> _WHAT THE TASK REQUIRES_
Search the data for the word "Alta" and copy out every line that has it.
[[ RECORDS TO USE open ]]
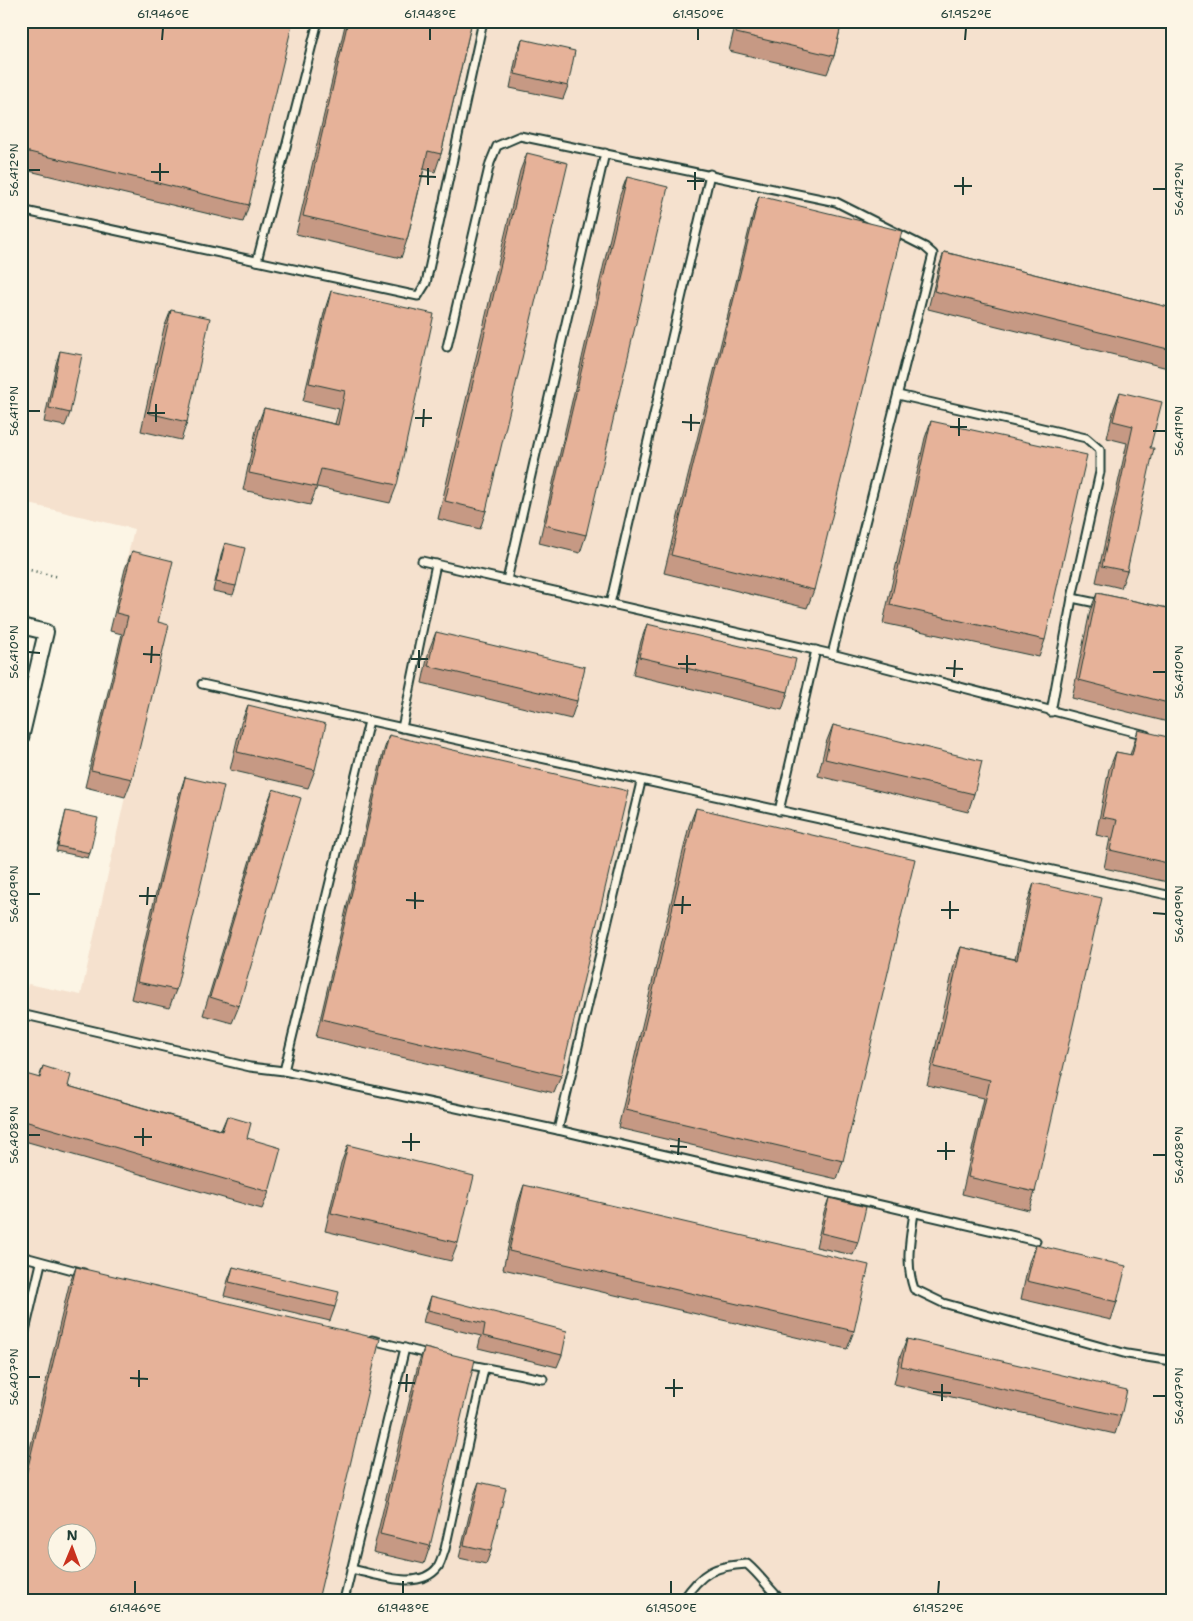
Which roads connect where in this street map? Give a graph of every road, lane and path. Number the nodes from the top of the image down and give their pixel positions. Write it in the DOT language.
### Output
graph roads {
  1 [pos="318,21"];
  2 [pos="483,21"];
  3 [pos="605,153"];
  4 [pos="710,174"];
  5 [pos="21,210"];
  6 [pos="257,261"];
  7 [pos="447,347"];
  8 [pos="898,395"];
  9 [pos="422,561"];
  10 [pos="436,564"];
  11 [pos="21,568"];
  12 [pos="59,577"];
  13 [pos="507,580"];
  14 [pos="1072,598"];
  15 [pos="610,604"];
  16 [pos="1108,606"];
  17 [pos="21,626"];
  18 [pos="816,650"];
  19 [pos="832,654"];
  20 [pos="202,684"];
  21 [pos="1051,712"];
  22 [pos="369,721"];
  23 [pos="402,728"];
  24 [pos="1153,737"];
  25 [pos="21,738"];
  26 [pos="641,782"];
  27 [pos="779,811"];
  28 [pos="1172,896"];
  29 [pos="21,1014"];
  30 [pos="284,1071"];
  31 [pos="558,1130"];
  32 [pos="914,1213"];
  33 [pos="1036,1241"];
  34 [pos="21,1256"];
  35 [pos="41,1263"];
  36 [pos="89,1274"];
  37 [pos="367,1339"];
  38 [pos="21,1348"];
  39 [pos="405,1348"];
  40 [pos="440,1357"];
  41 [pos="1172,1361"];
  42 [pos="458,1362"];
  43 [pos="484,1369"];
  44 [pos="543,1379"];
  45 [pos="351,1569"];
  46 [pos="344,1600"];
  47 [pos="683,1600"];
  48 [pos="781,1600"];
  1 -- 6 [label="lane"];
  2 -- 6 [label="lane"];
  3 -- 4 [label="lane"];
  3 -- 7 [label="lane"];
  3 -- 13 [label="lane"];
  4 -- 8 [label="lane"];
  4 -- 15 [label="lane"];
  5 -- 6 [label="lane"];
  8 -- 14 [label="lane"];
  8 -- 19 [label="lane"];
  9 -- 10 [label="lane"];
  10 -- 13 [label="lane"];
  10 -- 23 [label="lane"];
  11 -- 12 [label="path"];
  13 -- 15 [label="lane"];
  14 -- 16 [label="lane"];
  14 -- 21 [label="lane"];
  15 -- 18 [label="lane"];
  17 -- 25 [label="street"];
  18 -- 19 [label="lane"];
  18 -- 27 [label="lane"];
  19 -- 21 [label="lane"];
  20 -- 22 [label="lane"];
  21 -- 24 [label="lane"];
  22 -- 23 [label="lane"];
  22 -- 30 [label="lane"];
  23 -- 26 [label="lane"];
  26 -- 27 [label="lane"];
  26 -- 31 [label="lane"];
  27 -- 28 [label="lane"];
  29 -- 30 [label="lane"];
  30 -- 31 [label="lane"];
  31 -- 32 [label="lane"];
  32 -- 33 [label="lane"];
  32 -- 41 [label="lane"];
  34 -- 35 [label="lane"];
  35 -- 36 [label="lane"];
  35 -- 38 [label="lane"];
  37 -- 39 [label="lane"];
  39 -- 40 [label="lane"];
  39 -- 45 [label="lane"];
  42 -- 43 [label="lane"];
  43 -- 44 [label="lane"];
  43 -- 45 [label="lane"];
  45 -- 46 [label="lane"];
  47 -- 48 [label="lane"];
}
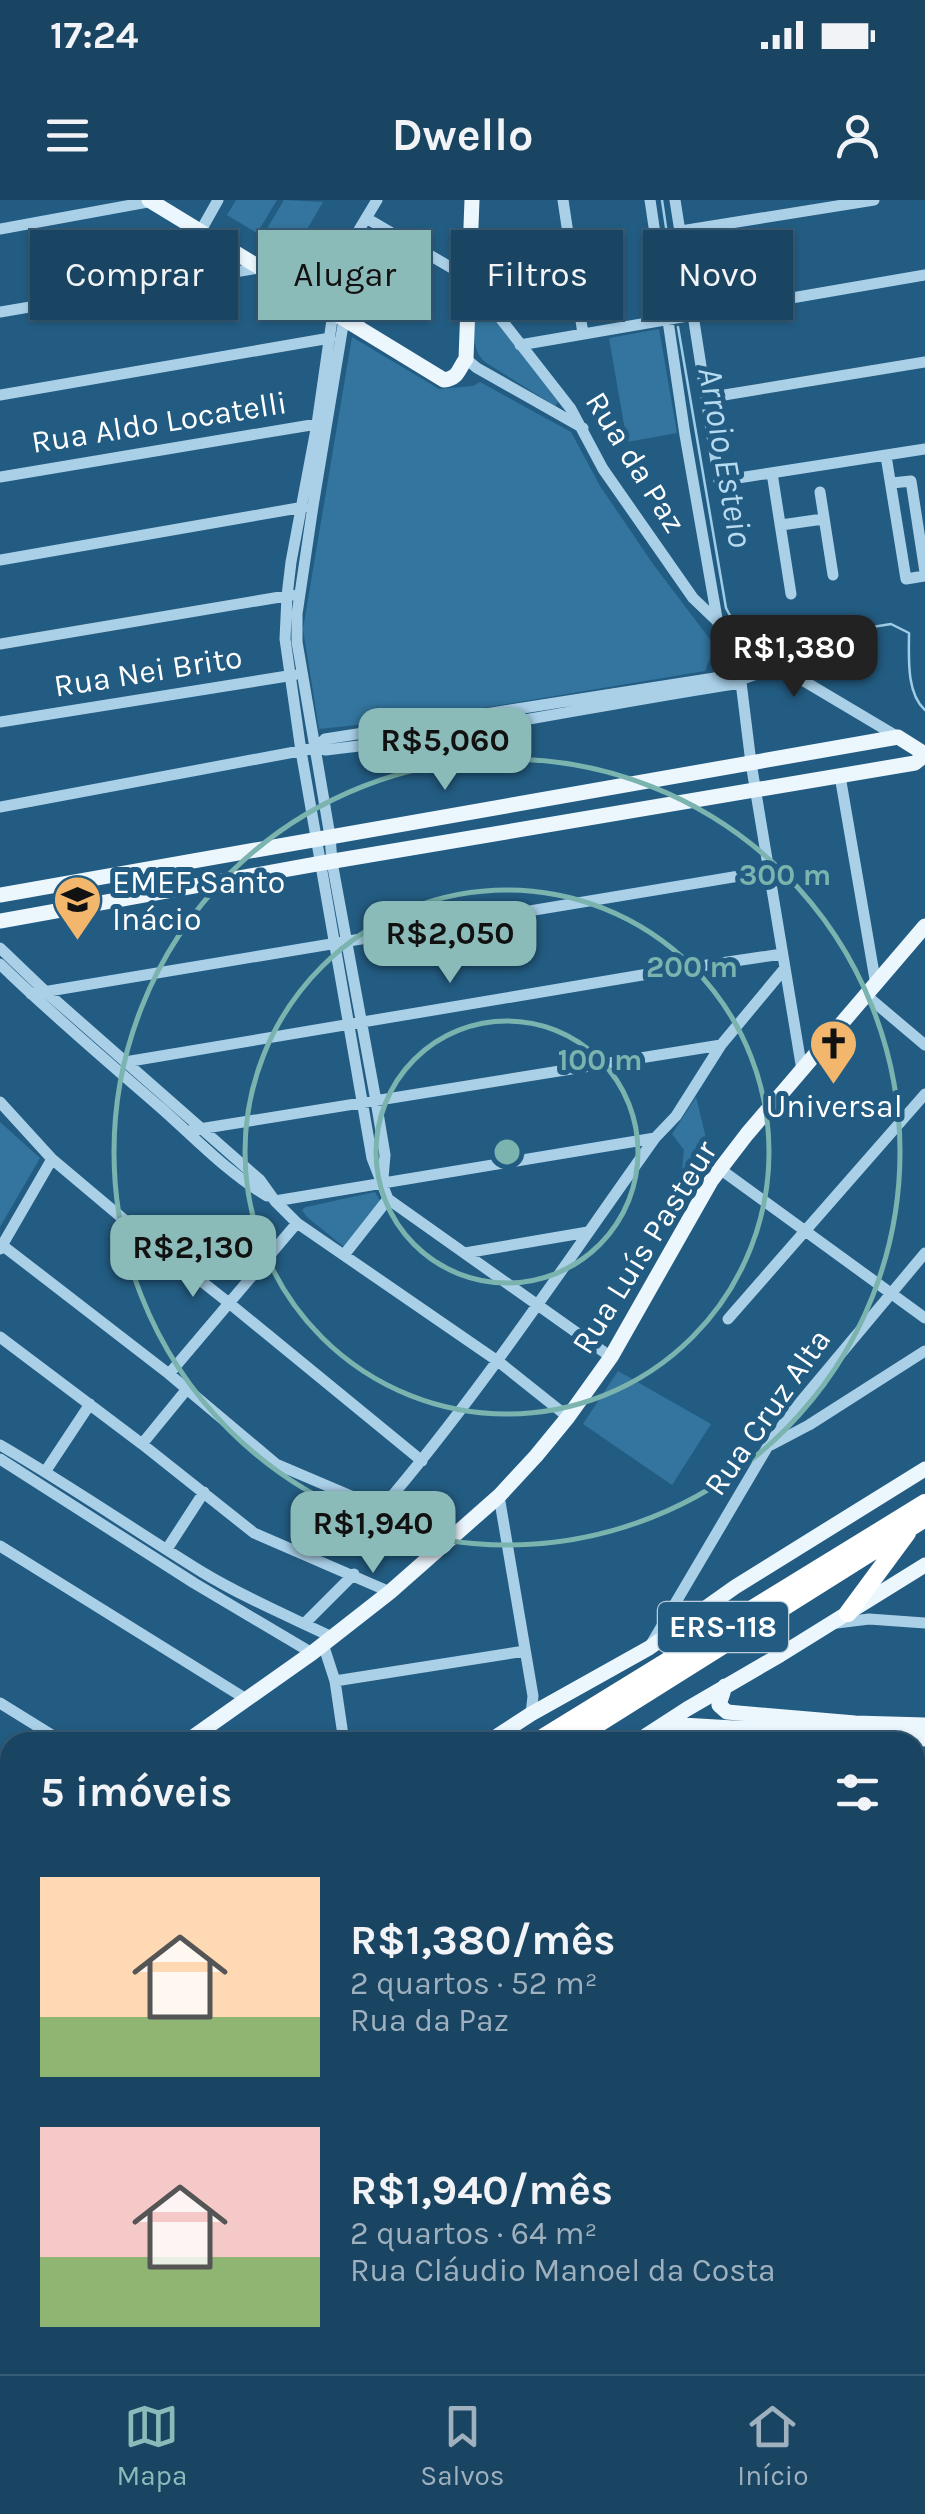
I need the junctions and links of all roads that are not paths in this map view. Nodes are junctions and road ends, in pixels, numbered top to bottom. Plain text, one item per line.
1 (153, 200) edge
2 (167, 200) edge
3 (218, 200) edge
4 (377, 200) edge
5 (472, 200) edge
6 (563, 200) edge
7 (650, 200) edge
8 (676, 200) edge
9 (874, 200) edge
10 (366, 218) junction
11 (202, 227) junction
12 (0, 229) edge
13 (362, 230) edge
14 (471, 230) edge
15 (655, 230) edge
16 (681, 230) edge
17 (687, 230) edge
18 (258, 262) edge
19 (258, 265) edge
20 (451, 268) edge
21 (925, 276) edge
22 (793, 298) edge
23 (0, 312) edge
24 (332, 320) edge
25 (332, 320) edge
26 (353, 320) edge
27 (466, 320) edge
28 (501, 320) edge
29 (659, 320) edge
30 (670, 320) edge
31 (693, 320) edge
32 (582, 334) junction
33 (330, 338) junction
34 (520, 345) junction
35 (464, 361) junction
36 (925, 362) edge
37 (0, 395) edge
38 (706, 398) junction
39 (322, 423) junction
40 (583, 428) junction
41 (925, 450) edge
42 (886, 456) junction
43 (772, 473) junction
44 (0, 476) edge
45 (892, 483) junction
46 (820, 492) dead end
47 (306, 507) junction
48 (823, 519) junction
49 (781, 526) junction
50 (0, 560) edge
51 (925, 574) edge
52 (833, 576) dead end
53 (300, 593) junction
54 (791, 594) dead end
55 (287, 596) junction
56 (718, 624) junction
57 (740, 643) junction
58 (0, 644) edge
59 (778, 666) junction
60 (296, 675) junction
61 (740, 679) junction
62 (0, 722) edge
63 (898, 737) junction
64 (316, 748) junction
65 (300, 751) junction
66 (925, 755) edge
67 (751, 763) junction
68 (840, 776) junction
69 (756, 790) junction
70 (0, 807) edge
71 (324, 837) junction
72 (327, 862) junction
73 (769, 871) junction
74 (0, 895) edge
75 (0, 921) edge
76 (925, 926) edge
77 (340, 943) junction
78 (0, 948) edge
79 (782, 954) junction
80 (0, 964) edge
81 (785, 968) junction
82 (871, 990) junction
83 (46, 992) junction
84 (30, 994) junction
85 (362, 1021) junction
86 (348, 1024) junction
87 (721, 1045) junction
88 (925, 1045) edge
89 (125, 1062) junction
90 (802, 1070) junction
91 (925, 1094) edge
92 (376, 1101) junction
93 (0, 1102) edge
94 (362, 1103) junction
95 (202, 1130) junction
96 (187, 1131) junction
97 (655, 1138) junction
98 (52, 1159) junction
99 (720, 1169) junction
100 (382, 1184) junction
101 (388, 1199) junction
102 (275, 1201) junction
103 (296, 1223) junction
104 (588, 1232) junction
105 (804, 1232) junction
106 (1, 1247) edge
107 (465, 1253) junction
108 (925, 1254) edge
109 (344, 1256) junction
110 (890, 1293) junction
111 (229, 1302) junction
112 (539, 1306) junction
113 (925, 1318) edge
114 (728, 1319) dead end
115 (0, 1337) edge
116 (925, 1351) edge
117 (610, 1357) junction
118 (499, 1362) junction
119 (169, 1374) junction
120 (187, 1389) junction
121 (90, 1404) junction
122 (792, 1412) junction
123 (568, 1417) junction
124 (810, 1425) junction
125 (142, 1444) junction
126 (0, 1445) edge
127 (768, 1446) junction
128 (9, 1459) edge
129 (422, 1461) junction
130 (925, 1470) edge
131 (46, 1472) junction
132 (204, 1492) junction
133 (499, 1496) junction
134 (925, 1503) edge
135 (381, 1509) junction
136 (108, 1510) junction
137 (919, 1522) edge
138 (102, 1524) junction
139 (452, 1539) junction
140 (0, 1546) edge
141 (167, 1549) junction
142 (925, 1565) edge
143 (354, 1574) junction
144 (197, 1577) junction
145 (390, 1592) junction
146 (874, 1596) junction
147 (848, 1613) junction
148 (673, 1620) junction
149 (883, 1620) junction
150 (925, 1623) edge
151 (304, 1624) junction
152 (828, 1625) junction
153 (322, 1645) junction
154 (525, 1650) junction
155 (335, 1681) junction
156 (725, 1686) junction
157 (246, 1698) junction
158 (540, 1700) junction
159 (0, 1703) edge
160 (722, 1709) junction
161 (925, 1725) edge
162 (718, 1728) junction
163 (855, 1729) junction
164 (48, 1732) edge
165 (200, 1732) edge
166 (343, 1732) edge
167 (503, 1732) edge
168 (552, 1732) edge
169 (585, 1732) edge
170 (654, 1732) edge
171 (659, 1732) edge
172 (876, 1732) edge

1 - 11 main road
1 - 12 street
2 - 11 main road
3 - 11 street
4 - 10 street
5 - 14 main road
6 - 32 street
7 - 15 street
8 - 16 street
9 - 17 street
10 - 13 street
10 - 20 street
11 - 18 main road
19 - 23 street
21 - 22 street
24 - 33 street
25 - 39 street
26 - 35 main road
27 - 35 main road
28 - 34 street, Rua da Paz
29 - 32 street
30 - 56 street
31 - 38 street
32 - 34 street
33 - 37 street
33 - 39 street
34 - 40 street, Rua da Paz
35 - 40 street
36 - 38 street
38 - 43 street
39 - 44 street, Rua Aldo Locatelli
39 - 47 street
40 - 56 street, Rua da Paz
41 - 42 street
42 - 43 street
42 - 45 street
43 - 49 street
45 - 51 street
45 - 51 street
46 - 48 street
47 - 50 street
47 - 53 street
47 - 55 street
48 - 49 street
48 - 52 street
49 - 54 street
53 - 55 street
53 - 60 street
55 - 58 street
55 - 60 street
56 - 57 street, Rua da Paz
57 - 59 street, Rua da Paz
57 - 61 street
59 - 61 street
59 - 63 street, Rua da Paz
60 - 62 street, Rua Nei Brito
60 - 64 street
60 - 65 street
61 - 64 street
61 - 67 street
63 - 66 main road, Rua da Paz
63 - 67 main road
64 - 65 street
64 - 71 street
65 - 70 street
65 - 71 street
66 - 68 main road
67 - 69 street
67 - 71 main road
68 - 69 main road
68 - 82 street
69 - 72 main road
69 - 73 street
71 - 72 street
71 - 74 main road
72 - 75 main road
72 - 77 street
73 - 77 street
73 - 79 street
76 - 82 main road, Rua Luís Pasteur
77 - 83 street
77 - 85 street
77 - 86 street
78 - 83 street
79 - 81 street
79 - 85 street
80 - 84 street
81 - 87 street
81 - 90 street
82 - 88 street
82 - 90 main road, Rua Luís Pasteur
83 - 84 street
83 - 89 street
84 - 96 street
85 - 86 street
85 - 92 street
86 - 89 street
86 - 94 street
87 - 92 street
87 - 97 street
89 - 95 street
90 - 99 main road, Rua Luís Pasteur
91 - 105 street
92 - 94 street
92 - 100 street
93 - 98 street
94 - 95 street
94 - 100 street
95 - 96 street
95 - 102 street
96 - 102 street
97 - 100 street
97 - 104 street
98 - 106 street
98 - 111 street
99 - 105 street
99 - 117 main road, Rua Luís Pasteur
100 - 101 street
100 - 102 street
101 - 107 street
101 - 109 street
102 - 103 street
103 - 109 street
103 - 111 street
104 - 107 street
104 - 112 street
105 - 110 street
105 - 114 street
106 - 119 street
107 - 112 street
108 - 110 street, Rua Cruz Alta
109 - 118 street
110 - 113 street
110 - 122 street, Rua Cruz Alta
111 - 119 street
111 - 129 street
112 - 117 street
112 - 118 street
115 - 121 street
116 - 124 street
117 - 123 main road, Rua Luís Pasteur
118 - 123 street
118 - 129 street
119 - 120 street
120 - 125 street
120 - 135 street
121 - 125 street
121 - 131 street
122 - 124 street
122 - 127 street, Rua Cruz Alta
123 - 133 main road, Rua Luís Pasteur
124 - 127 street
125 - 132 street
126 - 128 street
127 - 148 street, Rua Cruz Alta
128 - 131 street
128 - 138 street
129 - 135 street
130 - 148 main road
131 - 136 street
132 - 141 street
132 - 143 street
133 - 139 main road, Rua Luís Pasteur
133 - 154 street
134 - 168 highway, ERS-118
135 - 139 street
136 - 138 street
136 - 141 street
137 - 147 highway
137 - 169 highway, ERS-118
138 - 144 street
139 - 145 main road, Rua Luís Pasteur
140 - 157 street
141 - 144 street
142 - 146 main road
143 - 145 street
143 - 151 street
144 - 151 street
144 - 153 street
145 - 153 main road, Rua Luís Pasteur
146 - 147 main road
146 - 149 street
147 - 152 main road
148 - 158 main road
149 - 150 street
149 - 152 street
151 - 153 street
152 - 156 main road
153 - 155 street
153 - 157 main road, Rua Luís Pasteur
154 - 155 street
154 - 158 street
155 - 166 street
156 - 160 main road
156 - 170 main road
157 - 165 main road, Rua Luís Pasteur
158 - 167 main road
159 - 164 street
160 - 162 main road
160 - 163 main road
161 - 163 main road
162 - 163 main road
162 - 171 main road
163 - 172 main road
[[ RECORDS TO USE closed ]]
> _OUTPUT OF THE TASK_
108 - 110 street, Rua Cruz Alta
110 - 122 street, Rua Cruz Alta
122 - 127 street, Rua Cruz Alta
127 - 148 street, Rua Cruz Alta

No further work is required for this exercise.